# PROBLEM DETAILS:
Starting at the line that holds "Road topology of" and stopping at the line that holds "Please list the", restate the records below word for word, with both of those lines included.
"""
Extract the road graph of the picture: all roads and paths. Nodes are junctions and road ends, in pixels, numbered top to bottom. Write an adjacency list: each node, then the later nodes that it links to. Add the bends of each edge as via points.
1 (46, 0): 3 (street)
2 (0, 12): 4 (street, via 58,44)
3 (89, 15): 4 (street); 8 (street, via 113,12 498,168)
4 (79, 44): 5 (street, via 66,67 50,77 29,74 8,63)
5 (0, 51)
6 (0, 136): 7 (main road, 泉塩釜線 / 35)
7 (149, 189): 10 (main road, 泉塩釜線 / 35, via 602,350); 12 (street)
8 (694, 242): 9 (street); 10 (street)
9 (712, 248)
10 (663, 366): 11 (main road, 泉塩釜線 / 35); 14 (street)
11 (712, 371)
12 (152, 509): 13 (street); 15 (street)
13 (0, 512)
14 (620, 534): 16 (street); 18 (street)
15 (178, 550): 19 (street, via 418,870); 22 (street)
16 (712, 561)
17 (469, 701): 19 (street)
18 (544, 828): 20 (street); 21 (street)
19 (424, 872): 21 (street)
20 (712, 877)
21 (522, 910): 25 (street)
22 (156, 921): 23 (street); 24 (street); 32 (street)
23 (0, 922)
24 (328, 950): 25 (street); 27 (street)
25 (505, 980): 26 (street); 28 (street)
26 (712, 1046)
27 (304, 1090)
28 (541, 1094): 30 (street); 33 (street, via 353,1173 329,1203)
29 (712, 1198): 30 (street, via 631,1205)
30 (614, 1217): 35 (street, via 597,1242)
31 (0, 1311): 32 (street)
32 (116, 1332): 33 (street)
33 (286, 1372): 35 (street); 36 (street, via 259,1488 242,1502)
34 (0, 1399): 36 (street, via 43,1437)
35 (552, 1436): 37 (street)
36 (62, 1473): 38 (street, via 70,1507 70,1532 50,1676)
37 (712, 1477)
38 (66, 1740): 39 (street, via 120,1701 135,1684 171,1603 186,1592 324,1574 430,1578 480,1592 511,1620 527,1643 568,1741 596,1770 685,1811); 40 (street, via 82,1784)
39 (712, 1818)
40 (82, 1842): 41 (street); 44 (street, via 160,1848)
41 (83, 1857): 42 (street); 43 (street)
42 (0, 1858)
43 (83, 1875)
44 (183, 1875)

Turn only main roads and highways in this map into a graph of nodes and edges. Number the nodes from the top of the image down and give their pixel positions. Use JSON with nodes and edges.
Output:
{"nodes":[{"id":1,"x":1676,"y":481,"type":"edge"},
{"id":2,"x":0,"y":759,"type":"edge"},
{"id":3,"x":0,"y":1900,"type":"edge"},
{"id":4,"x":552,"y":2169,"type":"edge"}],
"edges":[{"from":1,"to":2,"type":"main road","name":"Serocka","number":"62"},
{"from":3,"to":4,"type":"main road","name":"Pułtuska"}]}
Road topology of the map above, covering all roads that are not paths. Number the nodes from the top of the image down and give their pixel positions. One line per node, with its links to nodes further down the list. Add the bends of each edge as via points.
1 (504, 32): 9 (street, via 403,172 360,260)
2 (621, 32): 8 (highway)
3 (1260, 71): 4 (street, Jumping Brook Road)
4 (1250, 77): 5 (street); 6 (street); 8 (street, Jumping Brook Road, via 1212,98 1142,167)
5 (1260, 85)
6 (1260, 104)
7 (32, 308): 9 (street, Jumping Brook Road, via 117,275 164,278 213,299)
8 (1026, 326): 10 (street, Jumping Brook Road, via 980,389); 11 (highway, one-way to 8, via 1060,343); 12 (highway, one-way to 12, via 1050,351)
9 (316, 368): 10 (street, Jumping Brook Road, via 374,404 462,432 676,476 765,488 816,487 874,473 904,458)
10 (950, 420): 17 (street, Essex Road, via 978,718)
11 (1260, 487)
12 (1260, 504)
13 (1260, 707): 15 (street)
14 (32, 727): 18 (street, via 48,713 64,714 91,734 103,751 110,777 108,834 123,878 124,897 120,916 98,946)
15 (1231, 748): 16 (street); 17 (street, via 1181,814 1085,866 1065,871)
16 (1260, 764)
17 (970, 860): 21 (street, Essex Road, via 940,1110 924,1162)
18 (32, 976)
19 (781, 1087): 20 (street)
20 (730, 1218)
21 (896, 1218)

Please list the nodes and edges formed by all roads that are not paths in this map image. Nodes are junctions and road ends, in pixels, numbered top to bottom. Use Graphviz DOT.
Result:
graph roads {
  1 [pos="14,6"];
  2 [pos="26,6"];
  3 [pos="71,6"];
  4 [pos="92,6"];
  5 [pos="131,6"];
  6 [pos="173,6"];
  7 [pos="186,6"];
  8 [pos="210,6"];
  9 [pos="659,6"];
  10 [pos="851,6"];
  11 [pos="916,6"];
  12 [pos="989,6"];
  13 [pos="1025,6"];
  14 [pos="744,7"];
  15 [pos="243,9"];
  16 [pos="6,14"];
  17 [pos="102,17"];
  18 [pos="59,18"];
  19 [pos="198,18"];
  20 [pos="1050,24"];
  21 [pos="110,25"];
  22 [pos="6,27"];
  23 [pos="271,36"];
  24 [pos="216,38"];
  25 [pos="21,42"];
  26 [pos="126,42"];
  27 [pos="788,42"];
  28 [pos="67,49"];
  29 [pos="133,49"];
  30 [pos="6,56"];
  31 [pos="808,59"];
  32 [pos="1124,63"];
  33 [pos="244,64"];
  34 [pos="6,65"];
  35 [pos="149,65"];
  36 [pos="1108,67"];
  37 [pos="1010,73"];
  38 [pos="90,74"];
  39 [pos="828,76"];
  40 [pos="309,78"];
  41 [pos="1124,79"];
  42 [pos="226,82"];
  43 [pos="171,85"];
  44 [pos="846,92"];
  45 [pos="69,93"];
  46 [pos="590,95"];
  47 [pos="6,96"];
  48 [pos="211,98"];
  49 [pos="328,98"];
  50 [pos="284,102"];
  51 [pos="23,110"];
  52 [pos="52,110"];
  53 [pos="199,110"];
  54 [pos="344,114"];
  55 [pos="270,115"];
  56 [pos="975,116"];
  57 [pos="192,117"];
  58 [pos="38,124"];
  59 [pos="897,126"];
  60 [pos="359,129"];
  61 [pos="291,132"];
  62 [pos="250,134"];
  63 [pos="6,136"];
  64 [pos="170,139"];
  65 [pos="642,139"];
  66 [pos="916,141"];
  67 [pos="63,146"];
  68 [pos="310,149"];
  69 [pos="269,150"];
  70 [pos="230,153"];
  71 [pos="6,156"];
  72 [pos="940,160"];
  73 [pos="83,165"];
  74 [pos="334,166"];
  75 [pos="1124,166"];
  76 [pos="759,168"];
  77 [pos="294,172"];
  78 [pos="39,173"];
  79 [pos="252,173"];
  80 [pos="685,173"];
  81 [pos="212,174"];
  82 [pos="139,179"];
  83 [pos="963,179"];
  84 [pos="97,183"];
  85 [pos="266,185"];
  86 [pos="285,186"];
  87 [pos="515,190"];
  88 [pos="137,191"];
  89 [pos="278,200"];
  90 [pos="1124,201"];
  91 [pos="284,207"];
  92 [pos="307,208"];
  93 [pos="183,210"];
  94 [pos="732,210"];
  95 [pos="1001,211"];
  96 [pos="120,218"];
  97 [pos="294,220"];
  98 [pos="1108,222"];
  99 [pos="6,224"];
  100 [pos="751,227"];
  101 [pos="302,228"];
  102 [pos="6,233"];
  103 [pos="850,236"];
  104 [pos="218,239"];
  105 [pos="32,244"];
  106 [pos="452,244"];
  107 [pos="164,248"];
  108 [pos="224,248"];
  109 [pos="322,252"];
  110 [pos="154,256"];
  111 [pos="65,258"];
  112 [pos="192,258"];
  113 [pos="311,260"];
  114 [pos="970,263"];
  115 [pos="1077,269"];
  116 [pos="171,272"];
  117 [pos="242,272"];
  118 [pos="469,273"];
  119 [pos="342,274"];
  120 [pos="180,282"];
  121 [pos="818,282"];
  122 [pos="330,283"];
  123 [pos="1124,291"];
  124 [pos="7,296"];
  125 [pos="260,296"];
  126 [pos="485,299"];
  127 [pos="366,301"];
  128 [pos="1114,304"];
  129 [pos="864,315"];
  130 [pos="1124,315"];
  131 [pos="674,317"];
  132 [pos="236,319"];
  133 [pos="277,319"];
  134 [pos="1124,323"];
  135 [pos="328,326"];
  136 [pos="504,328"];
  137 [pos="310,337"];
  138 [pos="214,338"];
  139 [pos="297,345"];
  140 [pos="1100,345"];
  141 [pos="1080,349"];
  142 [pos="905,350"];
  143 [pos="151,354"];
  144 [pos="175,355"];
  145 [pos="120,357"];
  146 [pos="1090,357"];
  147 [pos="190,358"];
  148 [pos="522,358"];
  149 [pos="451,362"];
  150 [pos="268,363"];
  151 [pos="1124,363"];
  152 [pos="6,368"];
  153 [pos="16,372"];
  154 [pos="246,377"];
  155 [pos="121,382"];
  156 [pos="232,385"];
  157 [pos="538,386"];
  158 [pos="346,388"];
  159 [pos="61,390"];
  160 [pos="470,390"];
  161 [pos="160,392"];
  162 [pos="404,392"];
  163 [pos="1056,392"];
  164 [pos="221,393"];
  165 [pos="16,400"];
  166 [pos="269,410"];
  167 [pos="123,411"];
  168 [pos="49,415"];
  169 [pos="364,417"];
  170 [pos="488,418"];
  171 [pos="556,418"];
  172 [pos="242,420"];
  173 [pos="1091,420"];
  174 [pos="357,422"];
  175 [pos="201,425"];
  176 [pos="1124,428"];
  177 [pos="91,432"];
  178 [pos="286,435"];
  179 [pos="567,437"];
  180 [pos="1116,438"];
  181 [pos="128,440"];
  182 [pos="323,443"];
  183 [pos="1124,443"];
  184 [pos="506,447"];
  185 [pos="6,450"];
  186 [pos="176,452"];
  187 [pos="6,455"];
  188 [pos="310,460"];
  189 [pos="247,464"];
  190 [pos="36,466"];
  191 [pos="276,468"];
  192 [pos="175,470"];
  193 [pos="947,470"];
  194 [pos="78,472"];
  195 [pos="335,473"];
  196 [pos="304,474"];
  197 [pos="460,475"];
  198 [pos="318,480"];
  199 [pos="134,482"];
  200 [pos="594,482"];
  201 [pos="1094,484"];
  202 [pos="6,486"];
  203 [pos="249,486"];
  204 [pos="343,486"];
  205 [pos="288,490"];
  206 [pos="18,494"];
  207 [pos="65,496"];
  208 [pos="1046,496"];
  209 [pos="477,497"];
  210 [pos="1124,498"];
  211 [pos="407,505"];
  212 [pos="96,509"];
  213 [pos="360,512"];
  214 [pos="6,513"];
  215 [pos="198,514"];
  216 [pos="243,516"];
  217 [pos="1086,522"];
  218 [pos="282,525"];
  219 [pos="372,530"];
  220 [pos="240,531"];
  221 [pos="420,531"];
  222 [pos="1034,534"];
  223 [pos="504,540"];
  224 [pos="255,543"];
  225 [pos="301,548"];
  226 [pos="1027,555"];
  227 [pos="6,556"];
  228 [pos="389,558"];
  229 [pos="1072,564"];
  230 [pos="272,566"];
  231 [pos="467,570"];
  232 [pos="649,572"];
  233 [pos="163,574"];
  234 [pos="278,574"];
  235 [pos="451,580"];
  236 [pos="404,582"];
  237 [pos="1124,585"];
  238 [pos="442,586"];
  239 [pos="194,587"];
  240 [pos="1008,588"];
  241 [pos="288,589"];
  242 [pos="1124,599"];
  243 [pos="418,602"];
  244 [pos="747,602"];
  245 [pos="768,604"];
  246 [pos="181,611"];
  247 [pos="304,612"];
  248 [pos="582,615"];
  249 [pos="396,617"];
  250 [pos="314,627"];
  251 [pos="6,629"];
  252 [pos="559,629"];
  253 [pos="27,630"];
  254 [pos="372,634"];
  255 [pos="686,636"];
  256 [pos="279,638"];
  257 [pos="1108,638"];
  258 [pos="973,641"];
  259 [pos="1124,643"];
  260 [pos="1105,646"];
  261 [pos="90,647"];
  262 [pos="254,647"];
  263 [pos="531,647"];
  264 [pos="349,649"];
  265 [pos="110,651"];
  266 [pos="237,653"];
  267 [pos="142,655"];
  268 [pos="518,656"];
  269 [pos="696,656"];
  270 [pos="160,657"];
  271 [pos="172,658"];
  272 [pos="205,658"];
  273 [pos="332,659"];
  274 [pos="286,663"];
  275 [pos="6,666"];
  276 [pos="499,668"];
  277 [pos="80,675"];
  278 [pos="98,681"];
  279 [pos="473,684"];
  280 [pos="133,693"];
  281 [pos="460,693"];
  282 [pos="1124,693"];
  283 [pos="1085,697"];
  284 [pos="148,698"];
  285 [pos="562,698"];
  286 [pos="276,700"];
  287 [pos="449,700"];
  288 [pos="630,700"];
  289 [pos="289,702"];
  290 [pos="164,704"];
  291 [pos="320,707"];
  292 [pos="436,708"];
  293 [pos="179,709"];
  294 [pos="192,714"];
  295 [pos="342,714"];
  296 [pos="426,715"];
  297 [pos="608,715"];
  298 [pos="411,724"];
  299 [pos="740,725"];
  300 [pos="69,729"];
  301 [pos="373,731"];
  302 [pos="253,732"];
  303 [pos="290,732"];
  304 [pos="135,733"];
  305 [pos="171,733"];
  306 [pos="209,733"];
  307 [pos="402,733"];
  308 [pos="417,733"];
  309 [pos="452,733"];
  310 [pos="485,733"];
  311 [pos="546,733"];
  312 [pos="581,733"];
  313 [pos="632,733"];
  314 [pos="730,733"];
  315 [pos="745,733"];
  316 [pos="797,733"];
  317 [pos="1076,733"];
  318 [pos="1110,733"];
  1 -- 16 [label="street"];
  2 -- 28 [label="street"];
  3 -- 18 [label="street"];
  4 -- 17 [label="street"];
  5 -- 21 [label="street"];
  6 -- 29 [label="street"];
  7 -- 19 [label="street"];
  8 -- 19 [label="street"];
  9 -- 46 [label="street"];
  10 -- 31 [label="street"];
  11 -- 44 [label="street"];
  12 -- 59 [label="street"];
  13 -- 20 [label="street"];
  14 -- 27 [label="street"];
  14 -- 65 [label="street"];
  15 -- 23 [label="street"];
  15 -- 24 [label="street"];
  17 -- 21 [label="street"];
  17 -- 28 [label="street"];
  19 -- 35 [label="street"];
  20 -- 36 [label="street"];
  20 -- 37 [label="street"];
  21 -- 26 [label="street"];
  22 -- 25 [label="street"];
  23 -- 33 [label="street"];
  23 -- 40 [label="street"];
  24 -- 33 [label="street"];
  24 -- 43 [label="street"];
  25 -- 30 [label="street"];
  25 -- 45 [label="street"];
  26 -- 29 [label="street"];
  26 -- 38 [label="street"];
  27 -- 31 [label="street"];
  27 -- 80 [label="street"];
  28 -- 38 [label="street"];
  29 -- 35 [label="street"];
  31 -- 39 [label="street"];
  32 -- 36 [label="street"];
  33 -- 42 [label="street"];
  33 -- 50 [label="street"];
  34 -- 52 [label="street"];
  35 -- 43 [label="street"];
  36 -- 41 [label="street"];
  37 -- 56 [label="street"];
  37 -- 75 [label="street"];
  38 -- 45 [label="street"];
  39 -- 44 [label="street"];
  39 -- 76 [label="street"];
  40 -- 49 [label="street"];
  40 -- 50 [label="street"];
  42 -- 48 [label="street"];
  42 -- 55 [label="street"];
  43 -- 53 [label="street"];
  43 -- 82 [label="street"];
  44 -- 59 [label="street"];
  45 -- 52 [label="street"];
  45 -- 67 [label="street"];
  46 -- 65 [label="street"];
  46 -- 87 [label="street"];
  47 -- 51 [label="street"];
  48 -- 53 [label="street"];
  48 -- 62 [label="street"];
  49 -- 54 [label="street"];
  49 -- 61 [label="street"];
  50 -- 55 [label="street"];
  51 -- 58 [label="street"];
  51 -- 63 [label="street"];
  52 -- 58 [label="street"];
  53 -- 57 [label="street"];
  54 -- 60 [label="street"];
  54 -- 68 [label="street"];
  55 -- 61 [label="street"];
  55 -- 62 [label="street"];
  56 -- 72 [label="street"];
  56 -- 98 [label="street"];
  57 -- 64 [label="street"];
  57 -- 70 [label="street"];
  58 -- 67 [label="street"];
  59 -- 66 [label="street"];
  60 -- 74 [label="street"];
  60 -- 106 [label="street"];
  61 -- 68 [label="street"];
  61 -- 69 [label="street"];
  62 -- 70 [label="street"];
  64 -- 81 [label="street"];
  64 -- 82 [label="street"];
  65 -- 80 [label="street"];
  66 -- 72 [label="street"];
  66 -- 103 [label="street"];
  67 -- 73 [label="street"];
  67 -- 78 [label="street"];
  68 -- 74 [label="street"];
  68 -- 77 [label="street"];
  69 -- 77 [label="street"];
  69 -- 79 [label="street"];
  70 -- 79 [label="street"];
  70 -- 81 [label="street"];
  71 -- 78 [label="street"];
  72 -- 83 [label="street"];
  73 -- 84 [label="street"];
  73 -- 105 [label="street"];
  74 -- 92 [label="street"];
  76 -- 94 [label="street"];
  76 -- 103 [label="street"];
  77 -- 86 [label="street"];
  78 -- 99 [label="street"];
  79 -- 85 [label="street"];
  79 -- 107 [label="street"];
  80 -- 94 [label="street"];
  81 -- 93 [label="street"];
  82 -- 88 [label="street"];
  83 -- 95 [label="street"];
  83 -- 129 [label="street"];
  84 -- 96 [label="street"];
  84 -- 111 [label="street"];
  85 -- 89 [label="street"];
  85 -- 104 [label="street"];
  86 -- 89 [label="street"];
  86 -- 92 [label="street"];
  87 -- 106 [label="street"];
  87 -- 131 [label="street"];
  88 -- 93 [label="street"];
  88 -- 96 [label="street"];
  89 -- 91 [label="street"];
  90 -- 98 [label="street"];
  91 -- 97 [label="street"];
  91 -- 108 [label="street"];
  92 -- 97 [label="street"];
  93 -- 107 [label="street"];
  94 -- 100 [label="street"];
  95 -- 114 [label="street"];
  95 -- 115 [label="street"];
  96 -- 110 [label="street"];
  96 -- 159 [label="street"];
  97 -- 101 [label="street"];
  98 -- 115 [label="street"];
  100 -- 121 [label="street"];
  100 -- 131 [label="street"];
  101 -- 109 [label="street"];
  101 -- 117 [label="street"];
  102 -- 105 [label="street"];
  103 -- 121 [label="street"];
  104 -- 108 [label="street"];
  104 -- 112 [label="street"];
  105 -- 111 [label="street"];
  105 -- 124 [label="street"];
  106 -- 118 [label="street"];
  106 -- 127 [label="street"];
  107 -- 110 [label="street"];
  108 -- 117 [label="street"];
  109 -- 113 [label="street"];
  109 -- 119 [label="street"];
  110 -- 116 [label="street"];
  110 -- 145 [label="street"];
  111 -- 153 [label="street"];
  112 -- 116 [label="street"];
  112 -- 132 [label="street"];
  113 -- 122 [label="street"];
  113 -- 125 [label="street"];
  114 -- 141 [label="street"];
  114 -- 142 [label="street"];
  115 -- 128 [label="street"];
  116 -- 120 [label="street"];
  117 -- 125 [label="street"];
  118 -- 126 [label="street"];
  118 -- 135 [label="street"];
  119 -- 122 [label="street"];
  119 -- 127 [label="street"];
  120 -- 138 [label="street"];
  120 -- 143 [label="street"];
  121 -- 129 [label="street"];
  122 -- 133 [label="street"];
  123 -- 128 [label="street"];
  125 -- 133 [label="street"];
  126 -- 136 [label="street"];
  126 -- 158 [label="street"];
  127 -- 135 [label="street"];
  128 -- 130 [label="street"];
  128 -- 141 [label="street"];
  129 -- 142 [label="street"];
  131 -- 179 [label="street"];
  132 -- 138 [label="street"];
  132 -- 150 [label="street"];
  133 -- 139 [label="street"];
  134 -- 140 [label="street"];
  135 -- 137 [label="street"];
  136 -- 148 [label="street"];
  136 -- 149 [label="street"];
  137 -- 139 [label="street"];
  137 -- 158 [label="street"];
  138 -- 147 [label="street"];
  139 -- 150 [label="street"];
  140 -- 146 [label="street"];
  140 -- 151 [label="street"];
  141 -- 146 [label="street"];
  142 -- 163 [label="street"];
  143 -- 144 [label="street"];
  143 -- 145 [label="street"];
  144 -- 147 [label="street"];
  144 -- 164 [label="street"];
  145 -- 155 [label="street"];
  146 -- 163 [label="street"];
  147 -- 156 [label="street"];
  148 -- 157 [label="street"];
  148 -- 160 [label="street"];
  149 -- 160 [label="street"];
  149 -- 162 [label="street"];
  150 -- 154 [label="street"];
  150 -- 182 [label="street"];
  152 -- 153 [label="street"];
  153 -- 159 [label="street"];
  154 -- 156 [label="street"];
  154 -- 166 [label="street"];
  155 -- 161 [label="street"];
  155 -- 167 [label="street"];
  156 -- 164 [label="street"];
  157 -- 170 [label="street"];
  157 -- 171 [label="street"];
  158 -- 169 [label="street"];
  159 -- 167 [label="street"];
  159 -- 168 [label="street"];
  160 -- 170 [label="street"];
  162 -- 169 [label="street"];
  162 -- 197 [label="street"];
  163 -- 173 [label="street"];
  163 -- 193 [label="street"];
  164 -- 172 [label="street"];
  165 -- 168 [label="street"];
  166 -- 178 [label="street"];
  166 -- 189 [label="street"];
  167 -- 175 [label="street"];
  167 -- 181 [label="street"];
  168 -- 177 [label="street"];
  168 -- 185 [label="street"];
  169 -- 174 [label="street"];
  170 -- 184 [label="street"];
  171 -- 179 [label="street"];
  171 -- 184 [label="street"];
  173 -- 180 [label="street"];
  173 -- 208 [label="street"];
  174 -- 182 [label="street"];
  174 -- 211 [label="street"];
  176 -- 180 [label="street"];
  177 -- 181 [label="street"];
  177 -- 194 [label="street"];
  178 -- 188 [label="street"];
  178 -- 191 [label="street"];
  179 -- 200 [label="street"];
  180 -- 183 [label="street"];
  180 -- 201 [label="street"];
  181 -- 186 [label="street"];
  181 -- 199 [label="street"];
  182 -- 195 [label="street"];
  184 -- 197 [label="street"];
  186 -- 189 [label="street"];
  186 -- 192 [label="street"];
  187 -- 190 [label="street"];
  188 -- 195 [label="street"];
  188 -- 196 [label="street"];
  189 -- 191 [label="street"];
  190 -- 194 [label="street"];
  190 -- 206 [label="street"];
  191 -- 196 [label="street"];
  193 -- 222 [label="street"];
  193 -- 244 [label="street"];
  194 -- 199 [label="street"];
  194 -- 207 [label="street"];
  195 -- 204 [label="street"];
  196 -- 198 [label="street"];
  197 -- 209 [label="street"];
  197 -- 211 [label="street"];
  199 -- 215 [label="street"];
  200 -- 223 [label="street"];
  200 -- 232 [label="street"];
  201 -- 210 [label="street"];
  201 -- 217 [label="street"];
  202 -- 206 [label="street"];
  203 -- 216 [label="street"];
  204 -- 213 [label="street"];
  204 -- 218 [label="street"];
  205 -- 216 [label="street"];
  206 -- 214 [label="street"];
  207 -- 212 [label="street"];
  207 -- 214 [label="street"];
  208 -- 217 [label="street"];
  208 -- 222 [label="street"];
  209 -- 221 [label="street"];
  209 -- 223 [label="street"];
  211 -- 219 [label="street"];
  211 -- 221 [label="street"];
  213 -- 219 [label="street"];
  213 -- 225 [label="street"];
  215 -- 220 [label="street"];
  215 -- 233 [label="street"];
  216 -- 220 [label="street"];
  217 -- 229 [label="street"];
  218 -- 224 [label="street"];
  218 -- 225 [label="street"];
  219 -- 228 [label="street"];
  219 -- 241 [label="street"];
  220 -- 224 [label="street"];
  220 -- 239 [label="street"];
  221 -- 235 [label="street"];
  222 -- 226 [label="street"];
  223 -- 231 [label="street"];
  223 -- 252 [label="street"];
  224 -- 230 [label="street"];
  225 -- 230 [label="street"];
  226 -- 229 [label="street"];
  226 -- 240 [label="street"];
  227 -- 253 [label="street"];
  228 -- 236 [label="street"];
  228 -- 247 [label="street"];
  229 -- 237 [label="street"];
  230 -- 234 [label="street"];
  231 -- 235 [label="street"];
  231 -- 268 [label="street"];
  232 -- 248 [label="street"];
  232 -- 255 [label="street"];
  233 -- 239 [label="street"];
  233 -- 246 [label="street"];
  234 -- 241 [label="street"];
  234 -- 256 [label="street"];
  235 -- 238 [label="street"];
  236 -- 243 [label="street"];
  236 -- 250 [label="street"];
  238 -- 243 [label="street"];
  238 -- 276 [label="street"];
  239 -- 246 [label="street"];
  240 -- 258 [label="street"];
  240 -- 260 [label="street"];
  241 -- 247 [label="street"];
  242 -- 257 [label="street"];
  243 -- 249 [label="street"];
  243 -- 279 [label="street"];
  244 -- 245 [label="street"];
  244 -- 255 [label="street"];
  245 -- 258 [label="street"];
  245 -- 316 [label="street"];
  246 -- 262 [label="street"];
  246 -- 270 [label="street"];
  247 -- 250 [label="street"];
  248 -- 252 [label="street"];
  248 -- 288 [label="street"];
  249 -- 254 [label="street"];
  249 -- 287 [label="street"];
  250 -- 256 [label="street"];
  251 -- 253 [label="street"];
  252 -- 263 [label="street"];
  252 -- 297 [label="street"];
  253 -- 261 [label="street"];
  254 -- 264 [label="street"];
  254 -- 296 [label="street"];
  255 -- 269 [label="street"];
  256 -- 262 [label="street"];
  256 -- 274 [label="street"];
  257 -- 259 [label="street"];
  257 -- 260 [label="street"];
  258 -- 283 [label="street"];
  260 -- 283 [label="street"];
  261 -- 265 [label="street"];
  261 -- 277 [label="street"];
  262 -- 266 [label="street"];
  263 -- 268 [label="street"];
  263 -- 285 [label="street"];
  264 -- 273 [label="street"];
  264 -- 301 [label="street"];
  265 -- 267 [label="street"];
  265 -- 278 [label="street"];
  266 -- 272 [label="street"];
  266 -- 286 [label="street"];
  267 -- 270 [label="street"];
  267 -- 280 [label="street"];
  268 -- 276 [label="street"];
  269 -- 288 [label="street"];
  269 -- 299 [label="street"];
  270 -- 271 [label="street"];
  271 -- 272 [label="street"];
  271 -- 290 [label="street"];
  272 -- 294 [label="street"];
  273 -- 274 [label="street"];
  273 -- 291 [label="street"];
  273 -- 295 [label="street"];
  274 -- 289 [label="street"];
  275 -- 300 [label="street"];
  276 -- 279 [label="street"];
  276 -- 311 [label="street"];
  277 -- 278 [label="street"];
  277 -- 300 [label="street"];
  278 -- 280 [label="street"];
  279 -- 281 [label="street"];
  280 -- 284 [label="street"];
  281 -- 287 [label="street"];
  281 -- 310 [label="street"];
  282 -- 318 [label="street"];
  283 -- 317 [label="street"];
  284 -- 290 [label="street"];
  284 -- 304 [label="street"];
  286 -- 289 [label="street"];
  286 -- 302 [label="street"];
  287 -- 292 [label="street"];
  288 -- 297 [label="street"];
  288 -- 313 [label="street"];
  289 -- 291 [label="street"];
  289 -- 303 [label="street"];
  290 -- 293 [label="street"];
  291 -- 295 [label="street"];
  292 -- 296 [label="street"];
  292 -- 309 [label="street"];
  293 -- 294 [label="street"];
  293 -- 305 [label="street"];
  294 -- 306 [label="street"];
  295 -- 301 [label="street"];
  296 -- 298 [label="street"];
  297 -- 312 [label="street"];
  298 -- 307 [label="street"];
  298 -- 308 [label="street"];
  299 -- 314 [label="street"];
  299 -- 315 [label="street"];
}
"""
# RESPONSE AREA:
Road topology of the map above, covering all roads that are not paths. Number the nodes from the top of the image down and give their pixel positions. One line per node, with its links to nodes further down the list. Add the bends of each edge as via points.
1 (504, 32): 9 (street, via 403,172 360,260)
2 (621, 32): 8 (highway)
3 (1260, 71): 4 (street, Jumping Brook Road)
4 (1250, 77): 5 (street); 6 (street); 8 (street, Jumping Brook Road, via 1212,98 1142,167)
5 (1260, 85)
6 (1260, 104)
7 (32, 308): 9 (street, Jumping Brook Road, via 117,275 164,278 213,299)
8 (1026, 326): 10 (street, Jumping Brook Road, via 980,389); 11 (highway, one-way to 8, via 1060,343); 12 (highway, one-way to 12, via 1050,351)
9 (316, 368): 10 (street, Jumping Brook Road, via 374,404 462,432 676,476 765,488 816,487 874,473 904,458)
10 (950, 420): 17 (street, Essex Road, via 978,718)
11 (1260, 487)
12 (1260, 504)
13 (1260, 707): 15 (street)
14 (32, 727): 18 (street, via 48,713 64,714 91,734 103,751 110,777 108,834 123,878 124,897 120,916 98,946)
15 (1231, 748): 16 (street); 17 (street, via 1181,814 1085,866 1065,871)
16 (1260, 764)
17 (970, 860): 21 (street, Essex Road, via 940,1110 924,1162)
18 (32, 976)
19 (781, 1087): 20 (street)
20 (730, 1218)
21 (896, 1218)

Please list the nodes and edges formed by all roads that are not paths in this map image. Nodes are junctions and road ends, in pixels, numbered top to bottom. Use Graphviz DOT.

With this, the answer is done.